Hundreds of publications in the medical literature support various benefits of Tai chi. Meta-analysis (statistical analysis of many related studies) have addressed the value of Tai chi on different aspects of life, psychological as well as physical function. One large systematic review and meta-analysis conducted by Tufts University and the U.S. Institute for Clinical Research and Health Policy Studies was published in 2010. It addressed the psychological effects of Tai chi from forty studies covering 3,817 subjects. Although not all studies were of high quality, Tai chi was found to reduce stress, anxiety, depression and mood disturbance, and to increase self-esteem. A similar meta-analysis from France published in 2007 looked at data from 14 studies covering 829 subjects, ages 12 to 96. That review also found that Tai chi improved overall psychological well-being and mood.
Another "systematic review" of published research looked at the effect of tai chi on blood pressure. Twenty-two (85%) of the studies found that Tai chi lowers blood pressure. A separate meta-analysis also concluded that Tai chi exercise may serve as a practical, nonpharmacologic adjunct to the management of high blood pressure.

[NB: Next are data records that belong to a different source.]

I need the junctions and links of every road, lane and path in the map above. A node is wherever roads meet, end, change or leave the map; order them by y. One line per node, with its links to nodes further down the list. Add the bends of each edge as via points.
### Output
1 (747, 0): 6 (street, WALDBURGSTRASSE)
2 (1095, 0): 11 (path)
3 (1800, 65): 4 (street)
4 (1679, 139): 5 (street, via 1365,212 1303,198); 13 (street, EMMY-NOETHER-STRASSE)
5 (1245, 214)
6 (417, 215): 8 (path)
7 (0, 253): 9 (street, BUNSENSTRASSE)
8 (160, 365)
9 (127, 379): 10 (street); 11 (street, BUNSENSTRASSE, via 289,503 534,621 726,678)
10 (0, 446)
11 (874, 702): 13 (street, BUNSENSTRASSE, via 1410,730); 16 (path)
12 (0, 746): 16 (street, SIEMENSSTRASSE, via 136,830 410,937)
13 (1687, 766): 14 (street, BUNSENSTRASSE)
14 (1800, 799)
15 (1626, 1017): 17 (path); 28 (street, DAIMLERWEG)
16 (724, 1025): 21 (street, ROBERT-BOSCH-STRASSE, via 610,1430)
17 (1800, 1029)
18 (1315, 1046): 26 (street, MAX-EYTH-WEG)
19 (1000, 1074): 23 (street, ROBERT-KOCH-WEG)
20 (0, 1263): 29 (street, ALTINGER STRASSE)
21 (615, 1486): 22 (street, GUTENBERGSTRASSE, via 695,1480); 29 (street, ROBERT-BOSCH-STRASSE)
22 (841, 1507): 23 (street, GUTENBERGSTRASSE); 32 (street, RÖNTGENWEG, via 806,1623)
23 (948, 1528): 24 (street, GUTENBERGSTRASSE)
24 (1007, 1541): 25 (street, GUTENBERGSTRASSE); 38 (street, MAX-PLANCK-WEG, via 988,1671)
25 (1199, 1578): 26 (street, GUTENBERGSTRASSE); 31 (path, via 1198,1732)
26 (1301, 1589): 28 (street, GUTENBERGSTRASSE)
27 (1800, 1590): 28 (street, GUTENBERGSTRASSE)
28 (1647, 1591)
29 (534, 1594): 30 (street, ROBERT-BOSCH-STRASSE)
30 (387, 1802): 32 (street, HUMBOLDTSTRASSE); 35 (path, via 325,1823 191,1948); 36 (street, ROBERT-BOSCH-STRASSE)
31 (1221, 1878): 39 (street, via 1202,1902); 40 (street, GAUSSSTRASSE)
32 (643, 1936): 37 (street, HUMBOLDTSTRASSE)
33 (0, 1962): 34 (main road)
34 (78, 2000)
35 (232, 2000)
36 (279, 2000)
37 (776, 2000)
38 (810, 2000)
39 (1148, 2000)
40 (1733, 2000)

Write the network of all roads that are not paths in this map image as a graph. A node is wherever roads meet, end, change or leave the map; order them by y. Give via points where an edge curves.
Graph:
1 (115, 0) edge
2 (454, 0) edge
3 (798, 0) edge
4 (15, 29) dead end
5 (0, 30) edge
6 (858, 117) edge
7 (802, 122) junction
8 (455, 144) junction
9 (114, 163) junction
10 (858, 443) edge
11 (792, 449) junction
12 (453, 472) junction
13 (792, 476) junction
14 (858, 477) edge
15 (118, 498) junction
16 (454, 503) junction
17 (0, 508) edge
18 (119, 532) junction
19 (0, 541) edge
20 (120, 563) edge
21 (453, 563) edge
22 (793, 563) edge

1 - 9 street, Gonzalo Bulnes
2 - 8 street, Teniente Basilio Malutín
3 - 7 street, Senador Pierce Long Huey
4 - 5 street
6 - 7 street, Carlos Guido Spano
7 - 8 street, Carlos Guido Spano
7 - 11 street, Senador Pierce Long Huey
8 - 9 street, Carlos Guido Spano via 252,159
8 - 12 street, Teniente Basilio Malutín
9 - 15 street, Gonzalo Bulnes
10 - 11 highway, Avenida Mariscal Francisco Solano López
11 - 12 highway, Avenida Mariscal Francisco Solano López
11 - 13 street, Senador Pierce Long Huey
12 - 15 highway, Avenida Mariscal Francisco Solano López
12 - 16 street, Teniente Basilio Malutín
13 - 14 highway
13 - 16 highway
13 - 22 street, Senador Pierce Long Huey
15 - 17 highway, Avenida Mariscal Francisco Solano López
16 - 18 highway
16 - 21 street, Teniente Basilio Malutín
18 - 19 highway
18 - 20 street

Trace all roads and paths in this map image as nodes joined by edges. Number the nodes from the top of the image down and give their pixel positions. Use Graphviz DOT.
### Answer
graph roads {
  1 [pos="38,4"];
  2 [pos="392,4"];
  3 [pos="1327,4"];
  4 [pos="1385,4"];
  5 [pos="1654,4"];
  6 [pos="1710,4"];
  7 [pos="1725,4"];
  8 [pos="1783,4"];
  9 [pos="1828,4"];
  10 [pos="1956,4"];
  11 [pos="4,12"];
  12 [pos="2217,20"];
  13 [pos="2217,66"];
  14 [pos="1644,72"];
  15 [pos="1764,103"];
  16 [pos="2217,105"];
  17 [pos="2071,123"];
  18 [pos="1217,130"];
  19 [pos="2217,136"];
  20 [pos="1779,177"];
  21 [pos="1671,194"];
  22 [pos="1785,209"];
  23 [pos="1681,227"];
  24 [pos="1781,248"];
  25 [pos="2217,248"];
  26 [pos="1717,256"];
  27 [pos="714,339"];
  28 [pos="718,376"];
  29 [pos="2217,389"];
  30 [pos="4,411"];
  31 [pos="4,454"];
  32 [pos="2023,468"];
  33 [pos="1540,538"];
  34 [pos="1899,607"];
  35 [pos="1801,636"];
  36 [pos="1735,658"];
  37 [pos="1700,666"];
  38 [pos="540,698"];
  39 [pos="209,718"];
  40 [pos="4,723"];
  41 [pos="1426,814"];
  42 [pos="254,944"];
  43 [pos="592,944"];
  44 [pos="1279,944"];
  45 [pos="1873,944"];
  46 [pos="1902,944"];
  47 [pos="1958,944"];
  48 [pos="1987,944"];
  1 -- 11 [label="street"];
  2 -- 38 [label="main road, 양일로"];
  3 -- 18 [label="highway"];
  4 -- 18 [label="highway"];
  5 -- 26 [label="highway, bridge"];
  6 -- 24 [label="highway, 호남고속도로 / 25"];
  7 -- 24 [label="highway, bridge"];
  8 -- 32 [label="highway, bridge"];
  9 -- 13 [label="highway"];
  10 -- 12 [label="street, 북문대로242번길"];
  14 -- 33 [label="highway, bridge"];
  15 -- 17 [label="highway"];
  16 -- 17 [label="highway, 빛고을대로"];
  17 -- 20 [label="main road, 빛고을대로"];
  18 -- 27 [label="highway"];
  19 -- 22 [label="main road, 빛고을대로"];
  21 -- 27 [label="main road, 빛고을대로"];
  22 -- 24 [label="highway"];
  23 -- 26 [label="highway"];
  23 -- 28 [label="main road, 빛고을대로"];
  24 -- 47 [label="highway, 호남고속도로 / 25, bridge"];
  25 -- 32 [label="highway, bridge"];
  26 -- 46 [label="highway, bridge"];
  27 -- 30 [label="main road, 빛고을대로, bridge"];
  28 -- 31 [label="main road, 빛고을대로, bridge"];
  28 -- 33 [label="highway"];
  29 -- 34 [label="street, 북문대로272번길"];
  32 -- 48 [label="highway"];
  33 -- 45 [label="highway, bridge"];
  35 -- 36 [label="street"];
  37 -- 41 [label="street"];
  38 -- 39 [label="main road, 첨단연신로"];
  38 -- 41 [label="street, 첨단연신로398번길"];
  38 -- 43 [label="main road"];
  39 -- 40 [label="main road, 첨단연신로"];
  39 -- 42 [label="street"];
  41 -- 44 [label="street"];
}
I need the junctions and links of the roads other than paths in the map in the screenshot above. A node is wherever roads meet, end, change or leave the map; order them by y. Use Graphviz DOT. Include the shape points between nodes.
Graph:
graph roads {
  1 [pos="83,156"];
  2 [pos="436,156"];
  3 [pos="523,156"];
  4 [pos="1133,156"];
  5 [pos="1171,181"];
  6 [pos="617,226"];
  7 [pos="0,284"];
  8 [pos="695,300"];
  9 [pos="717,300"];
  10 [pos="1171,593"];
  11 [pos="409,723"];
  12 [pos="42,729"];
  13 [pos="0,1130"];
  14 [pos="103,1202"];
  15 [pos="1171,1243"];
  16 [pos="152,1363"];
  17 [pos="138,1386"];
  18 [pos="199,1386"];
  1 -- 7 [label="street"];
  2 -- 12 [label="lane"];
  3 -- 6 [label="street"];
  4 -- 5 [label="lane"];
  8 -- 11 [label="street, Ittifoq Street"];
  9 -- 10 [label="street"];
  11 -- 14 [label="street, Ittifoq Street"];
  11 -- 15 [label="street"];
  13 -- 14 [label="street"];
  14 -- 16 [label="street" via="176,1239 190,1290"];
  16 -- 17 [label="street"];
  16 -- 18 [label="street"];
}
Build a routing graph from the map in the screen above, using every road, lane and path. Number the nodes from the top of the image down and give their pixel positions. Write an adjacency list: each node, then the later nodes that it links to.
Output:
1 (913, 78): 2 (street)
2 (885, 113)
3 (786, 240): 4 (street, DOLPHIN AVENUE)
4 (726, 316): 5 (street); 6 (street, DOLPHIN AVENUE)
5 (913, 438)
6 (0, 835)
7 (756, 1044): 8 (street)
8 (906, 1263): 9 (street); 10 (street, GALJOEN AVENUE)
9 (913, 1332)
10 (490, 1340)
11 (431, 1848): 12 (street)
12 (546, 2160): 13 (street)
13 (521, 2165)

In 2007, a review of multiple studies found that Tai chi exercise may be a beneficial adjunctive therapy for patients with cardiovascular disease. The practice also was a useful rehabilitation strategy for people with different forms of arthritis.
Numerous studies over the years document also that tai chi improves physical balance, prevents falls in the elderly, increases aerobic strength and produces a meditation-like calm and well-being in people of all ages and physical capacity.